He said ACME plans to leverage this rule to run merchant operations alongside its PPA-linked renewable projects by charging batteries using either solar power or grid power during non-peak hours and selling electricity during evening peaks.
Merchant battery storage refers to systems that store electricity during low-demand hours and sell it on power exchanges during high-demand periods, instead of supplying power under long-term contracts. The business model allows developers to take advantage of real-time price differences between peak and off-peak electricity markets.
ACME’s total portfolio has now reached 7,390 MW, including 13.5 GWh of BESS capacity and 5,180 MW of PPA-signed projects. During the quarter, the company placed orders for 2 GWh of BESS, taking its total orders to 5.1 GWh, which will be installed in phases starting Q4 FY26.
“Both our solar and BESS projects represent distinctive opportunities with strong strategic and financial merits,” Dhingra said. He noted that ACME’s projects were designed to deliver EBITDA-to-capex yields of 14–15 percent, with “strong counterparty demand anticipated to drive new PPA signings.”
“With recent commissioning, our operational portfolio now stands at around 2,918 MW, capable of delivering an annual steady state project-level EBITDA of Rs 2,025–2,075 crore,” said Dhingra.
During the quarter, ACME won 720 MW of new projects, including a 50 MW firm and dispatchable renewable energy (FDRE) project with Tata Power — its first PPA with a private discom — and a 450 MW SJVN project integrating 2.2 GWh of BESS for four-hour peak power supply.
“The 450 MW SJVN project will help meet the peak-hour deficit that most states continue to face,” Dhingra said, adding that strong demand from potential off-takers was already visible.
ACME has also commissioned a 10 MWh pilot BESS at one of its interstate transmission system (ISTS) plants to test multiple configurations. “We were able to improve round-trip efficiency by 4–5 percent because of these configurational adjustments,” said Manoj Kumar Upadhyay, Chairman and Managing Director. He described the pilot units as “golden containers” used to verify technical and performance parameters before full-scale deployment.

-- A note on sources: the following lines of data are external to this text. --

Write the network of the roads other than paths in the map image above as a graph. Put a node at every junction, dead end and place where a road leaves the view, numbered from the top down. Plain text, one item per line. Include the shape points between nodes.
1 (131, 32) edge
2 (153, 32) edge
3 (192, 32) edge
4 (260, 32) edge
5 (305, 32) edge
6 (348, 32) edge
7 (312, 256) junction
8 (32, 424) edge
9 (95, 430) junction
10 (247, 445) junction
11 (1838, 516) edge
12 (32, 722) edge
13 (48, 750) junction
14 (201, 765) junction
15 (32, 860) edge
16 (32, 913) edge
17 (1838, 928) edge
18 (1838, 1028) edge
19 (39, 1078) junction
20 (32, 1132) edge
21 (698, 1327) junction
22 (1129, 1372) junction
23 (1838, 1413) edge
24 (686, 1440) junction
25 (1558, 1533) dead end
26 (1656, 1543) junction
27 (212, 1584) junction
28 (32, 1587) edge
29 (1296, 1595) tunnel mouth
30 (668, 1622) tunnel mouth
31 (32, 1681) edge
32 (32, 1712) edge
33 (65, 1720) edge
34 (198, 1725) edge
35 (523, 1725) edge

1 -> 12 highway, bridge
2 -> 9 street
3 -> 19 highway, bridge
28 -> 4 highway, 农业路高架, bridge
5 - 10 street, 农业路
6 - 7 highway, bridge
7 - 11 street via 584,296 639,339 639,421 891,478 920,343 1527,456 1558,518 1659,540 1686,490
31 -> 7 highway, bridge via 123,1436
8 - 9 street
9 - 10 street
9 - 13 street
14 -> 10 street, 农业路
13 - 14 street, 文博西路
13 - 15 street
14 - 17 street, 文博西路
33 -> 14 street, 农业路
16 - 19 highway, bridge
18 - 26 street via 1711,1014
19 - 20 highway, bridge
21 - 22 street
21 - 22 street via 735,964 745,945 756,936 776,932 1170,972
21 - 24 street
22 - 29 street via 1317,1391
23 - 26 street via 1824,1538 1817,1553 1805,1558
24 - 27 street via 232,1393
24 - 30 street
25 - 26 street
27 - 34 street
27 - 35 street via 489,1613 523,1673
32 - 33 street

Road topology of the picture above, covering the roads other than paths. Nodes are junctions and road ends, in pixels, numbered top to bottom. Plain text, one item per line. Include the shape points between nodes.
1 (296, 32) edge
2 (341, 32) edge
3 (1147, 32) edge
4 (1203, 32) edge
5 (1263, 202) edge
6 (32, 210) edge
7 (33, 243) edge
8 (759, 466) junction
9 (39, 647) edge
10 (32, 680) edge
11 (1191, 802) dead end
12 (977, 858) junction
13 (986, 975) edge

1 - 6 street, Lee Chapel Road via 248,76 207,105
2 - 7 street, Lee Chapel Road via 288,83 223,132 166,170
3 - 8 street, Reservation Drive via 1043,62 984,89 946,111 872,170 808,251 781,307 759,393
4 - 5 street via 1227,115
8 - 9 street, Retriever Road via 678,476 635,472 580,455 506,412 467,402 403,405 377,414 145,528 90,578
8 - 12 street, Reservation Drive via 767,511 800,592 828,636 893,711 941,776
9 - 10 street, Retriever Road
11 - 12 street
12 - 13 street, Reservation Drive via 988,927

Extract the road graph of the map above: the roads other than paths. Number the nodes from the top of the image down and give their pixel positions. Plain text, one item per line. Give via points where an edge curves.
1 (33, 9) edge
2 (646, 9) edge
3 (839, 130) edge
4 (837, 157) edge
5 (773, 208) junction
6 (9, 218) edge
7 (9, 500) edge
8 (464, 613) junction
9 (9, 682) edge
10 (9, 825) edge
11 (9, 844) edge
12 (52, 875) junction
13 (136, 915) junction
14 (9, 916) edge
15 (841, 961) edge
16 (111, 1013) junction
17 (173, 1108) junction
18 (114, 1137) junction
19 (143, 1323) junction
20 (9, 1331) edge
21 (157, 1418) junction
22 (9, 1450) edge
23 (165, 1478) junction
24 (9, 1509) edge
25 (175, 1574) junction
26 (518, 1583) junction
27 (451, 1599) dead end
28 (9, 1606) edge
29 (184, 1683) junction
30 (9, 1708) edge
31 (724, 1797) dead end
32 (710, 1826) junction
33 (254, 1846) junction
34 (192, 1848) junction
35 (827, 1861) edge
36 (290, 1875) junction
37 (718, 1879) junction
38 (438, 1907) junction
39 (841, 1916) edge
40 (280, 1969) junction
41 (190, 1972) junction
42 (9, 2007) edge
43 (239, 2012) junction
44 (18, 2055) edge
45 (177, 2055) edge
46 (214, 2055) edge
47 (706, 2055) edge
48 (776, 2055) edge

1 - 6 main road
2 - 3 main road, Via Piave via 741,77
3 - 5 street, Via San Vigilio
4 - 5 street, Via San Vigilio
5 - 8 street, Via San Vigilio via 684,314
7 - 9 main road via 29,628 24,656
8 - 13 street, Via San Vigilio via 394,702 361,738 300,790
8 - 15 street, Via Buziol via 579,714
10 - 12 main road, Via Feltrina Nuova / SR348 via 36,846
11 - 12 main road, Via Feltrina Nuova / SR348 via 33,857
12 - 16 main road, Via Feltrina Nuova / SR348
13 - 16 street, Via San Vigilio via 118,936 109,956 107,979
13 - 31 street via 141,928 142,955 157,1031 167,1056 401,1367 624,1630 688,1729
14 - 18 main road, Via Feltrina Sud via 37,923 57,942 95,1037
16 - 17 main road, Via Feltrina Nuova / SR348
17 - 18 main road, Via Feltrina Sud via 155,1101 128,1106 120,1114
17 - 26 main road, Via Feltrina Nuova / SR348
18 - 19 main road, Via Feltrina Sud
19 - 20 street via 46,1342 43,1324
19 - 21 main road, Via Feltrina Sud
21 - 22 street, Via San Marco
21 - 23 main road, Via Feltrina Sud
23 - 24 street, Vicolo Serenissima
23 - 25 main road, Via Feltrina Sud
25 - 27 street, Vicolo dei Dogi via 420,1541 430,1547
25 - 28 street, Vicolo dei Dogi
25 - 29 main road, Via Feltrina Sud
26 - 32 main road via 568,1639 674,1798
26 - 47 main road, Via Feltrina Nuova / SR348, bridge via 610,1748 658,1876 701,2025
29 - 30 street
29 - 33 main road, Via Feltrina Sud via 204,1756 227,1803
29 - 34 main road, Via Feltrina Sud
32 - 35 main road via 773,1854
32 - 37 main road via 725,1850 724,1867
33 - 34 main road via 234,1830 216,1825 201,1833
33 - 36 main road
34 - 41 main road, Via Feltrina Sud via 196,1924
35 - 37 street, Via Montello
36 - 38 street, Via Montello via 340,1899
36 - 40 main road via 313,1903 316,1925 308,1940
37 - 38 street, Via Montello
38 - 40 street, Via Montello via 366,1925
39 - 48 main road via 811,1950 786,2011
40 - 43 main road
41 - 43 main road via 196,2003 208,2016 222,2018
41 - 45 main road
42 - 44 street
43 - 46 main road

“These configurations helped us improve not only the long-term discharge but also short-term discharge, which can support grid ancillary services,” Upadhyay said.
The management noted that recent government measures have strengthened renewable project viability. These include a reduction in GST rate on solar and wind equipment from 12 percent to 5 percent, the replacement of Renewable Purchase Obligation (RPO) with the broader Renewable Consumption Obligation (RCO) that targets 43 percent renewable energy use by 2030, and the Supreme Court’s directive asking state regulators to clear Rs 1.5 lakh crore of regulatory assets within four years.
“These changes will positively impact renewable energy demand in alignment with India’s 2030 targets,” Dhingra said.
On pending power purchase agreements (PPAs) across India, Dhingra said there was “increased urgency” from the government for states to clear existing PPAs before new bids are issued.
“We are not seeing in any of our PPAs that there is no demand from any state,” he said, adding that ACME’s tariffs were “attractive” across hybrid and FDRE projects. “The directive is not to cancel projects that have demand. So we remain confident,” he added.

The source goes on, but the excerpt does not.